Advanced5/28/2025, 2:33:20 AM
This article comprehensively outlines the scalability paths of Web3 parallel computing, covering mainstream architectures such as Monad, MegaETH, Sui, and Solana. It reveals the key design concepts and development trends of the next generation of high-performance blockchains, from account-level and object-level to the Actor model.

The “Blockchain Trilemma” reveals the essential trade-offs in the design of blockchain systems, namely the difficulty of achieving “ultimate security, universal participation, and high-speed processing” simultaneously. Regarding the eternal topic of “scalability,” the mainstream blockchain scaling solutions currently on the market can be categorized according to paradigms, including:

  • Execute enhanced scalability: Improve execution capabilities on the spot, such as parallelism, GPU, and multi-core.
  • State-isolated expansion: horizontal partitioning of state / Shard, such as sharding, UTXO, multi-subnet
  • Off-chain outsourcing scaling: executing outside the chain, such as Rollup, Coprocessor, DA
  • Decoupled structure expansion: modular architecture, collaborative operation, such as module chains, shared sorters, Rollup Mesh.
  • Asynchronous concurrent scaling: Actor model, process isolation, message-driven, such as agents, multithreaded asynchronous chains.

Blockchain scaling solutions include: on-chain parallel computing, Rollup, sharding, DA modules, modular structures, Actor systems, zk-proof compression, Stateless architecture, etc., covering multiple layers of execution, state, data, and structure, forming a “multi-layered collaboration and modular combination” complete scaling system. This article focuses on the mainstream scaling method based on parallel computing.

Intra-chain parallelism focuses on the parallel execution of transactions/instructions within the block. According to the parallel mechanism, its scaling methods can be divided into five categories, each representing different performance pursuits, development models, and architectural philosophies. The granularity of parallelism becomes finer, the intensity of parallelism increases, the complexity of scheduling rises, and the programming complexity and implementation difficulty also increase.
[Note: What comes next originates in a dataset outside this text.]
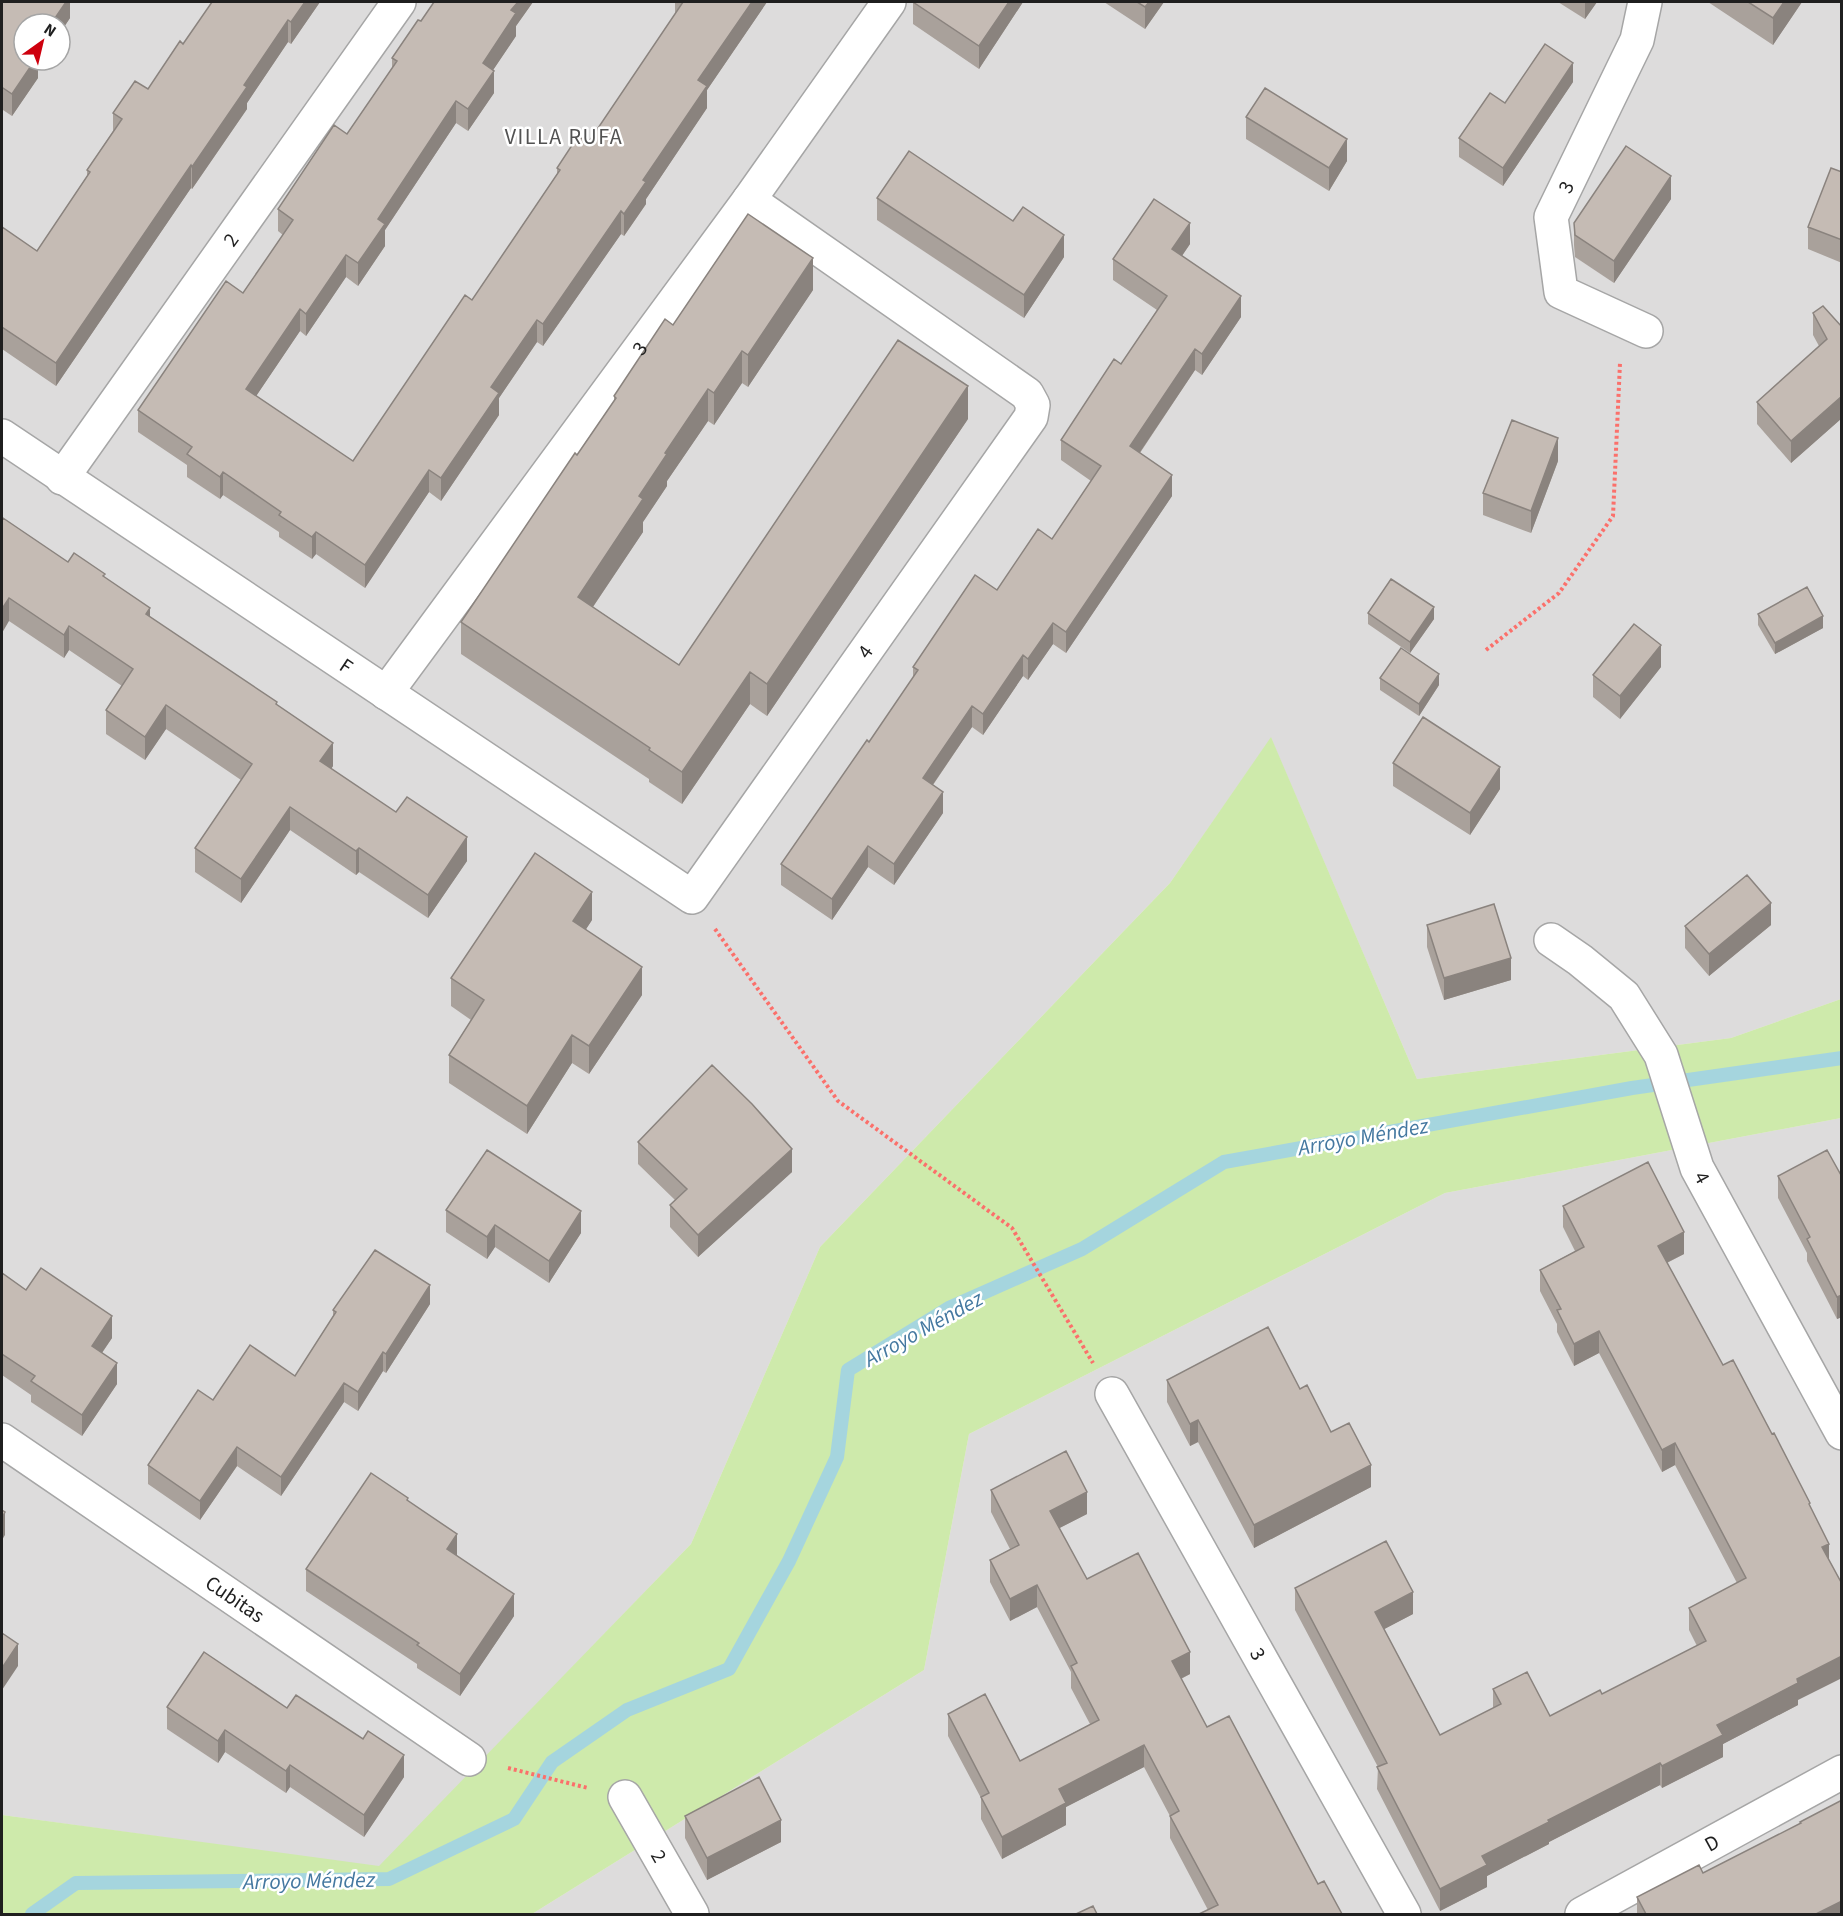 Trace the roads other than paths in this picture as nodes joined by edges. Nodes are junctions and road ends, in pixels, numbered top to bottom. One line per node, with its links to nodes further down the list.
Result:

  • Account-level: Represents the project Solana
  • Object-level parallelism: represents the Sui project
  • Transaction-level: Represents the projects Monad, Aptos
  • Call-level / MicroVM: Represents the project MegaETH
  • Instruction-level parallelism: Represents the project GatlingX

The off-chain asynchronous concurrent model, represented by the Actor system (Agent / Actor Model), belongs to another parallel computing paradigm. As a cross-chain / asynchronous messaging system (non-block synchronization model), each Agent operates as an independently running “agent process,” asynchronously messaging in a parallel manner, event-driven, and without the need for synchronized scheduling. Notable projects include AO, ICP, Cartesi, etc.

The well-known Rollup or sharding scalability solutions belong to system-level concurrency mechanisms and do not fall under on-chain parallel computation. They achieve scalability by “running multiple chains/execution domains in parallel” rather than enhancing the parallelism within a single block/virtual machine. Such scalability solutions are not the focus of this article, but we will still use them for a comparative analysis of architectural concepts.
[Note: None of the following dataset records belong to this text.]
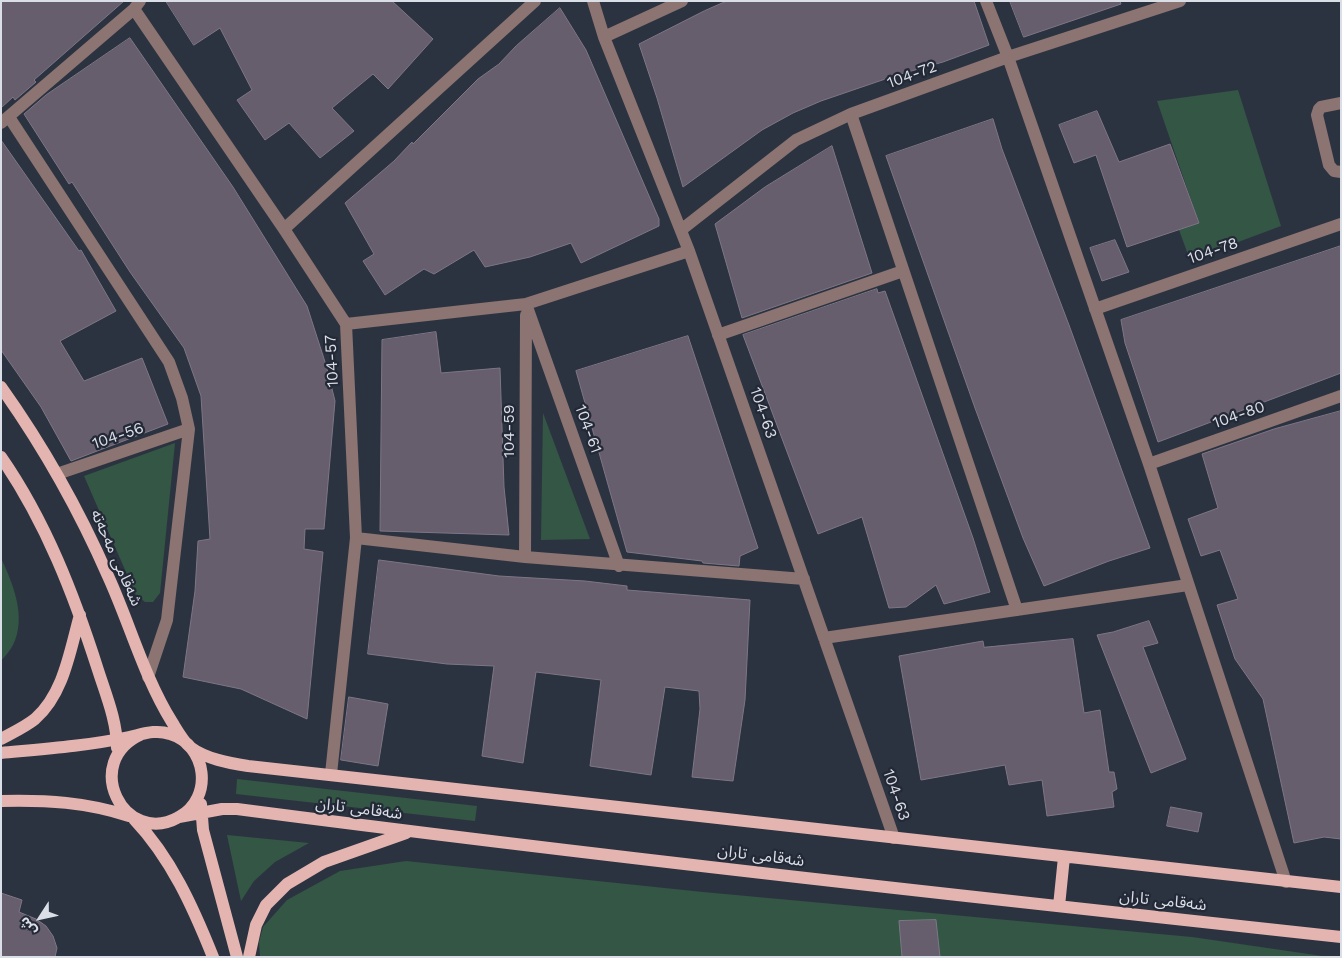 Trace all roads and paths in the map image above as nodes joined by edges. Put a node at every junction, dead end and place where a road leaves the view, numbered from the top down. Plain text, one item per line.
1 (535, 1) edge
2 (593, 1) edge
3 (682, 1) edge
4 (986, 1) edge
5 (1180, 1) edge
6 (137, 5) edge
7 (604, 37) junction
8 (1008, 57) junction
9 (1341, 103) edge
10 (851, 114) junction
11 (5, 120) edge
12 (1341, 172) edge
13 (1341, 224) edge
14 (284, 229) junction
15 (681, 230) junction
16 (689, 251) junction
17 (903, 271) junction
18 (526, 304) junction
19 (1095, 309) junction
20 (346, 324) junction
21 (718, 335) junction
22 (1, 387) edge
23 (1341, 396) edge
24 (188, 429) junction
25 (1, 457) edge
26 (1149, 464) junction
27 (57, 474) junction
28 (356, 538) junction
29 (525, 557) junction
30 (619, 566) junction
31 (804, 579) junction
32 (1188, 585) junction
33 (1016, 610) junction
34 (80, 615) junction
35 (824, 638) junction
36 (148, 677) junction
37 (142, 734) junction
38 (1, 739) edge
39 (117, 740) junction
40 (190, 746) junction
41 (1, 753) edge
42 (115, 759) junction
43 (331, 774) junction
44 (202, 781) junction
45 (1, 801) edge
46 (201, 812) junction
47 (132, 815) junction
48 (179, 818) junction
49 (410, 832) junction
50 (894, 838) junction
51 (1064, 857) junction
52 (1286, 882) junction
53 (1341, 887) edge
54 (1059, 906) junction
55 (1341, 937) edge
56 (212, 957) edge
57 (237, 957) edge
58 (249, 957) edge

1 - 14 street
2 - 7 street, 104-63
3 - 7 street
4 - 8 street
5 - 8 street, 104-72
6 - 11 street
6 - 14 street, 104-57
7 - 15 street, 104-63
8 - 10 street, 104-72
8 - 19 street
9 - 12 street
10 - 15 street, 104-72
10 - 17 street
11 - 24 street
13 - 19 street, 104-78
14 - 20 street, 104-57
15 - 16 street, 104-63
16 - 18 street
16 - 21 street, 104-63
17 - 21 street
17 - 33 street
18 - 20 street
18 - 29 street, 104-59
18 - 30 street, 104-61
19 - 26 street
20 - 28 street, 104-57
21 - 31 street, 104-63
22 - 27 main road, شەقامی مەحەتە
23 - 26 street, 104-80
24 - 27 street, 104-56
24 - 36 street
25 - 34 main road
26 - 32 street
27 - 36 main road, شەقامی مەحەتە
28 - 29 street
28 - 43 street, 104-57
29 - 30 street
30 - 31 street
31 - 35 street, 104-63
32 - 33 street
32 - 52 street
33 - 35 street
34 - 38 main road
34 - 39 main road
35 - 50 street, 104-63
36 - 40 main road, شەقامی مەحەتە
37 - 39 main road
37 - 40 main road
37 - 42 main road
39 - 41 main road
39 - 42 main road
40 - 43 main road, شەقامی تاران
40 - 44 main road
42 - 47 main road
43 - 50 main road, شەقامی تاران
44 - 46 main road
44 - 48 main road
45 - 47 main road
46 - 48 main road, شەقامی تاران
46 - 49 main road, شەقامی تاران
46 - 57 main road
47 - 48 main road
47 - 56 main road
49 - 54 main road, شەقامی تاران
49 - 58 main road
50 - 51 main road, شەقامی تاران
51 - 52 main road, شەقامی تاران
51 - 54 main road
52 - 53 main road, شەقامی تاران
54 - 55 main road, شەقامی تاران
2. EVM-based Parallel Enhanced Chain: Breaking Performance Boundaries through Compatibility

The serial processing architecture of Ethereum has developed through multiple rounds of expansion attempts, including sharding, Rollup, and modular architecture. However, the throughput bottleneck of the execution layer has still not been fundamentally broken through. Meanwhile, EVM and Solidity remain the most developer-friendly and ecologically potent smart contract platforms today. Therefore, EVM-based parallel-enhanced chains are becoming an important direction for the next round of scalability evolution, balancing ecological compatibility and execution performance improvement. Monad and MegaETH are the most representative projects in this direction, respectively building EVM parallel processing architectures aimed at high concurrency and high throughput scenarios, starting from delayed execution and state decomposition.

Analysis of Monad’s Parallel Computing Mechanism

Monad is a high-performance Layer 1 blockchain redesigned for the Ethereum Virtual Machine (EVM), based on the fundamental parallel concept of pipelining, featuring asynchronous execution at the consensus layer and optimistic parallel execution at the execution layer. In addition, Monad introduces a high-performance BFT protocol (MonadBFT) and a dedicated database system (MonadDB) at the consensus and storage layers, achieving end-to-end optimization.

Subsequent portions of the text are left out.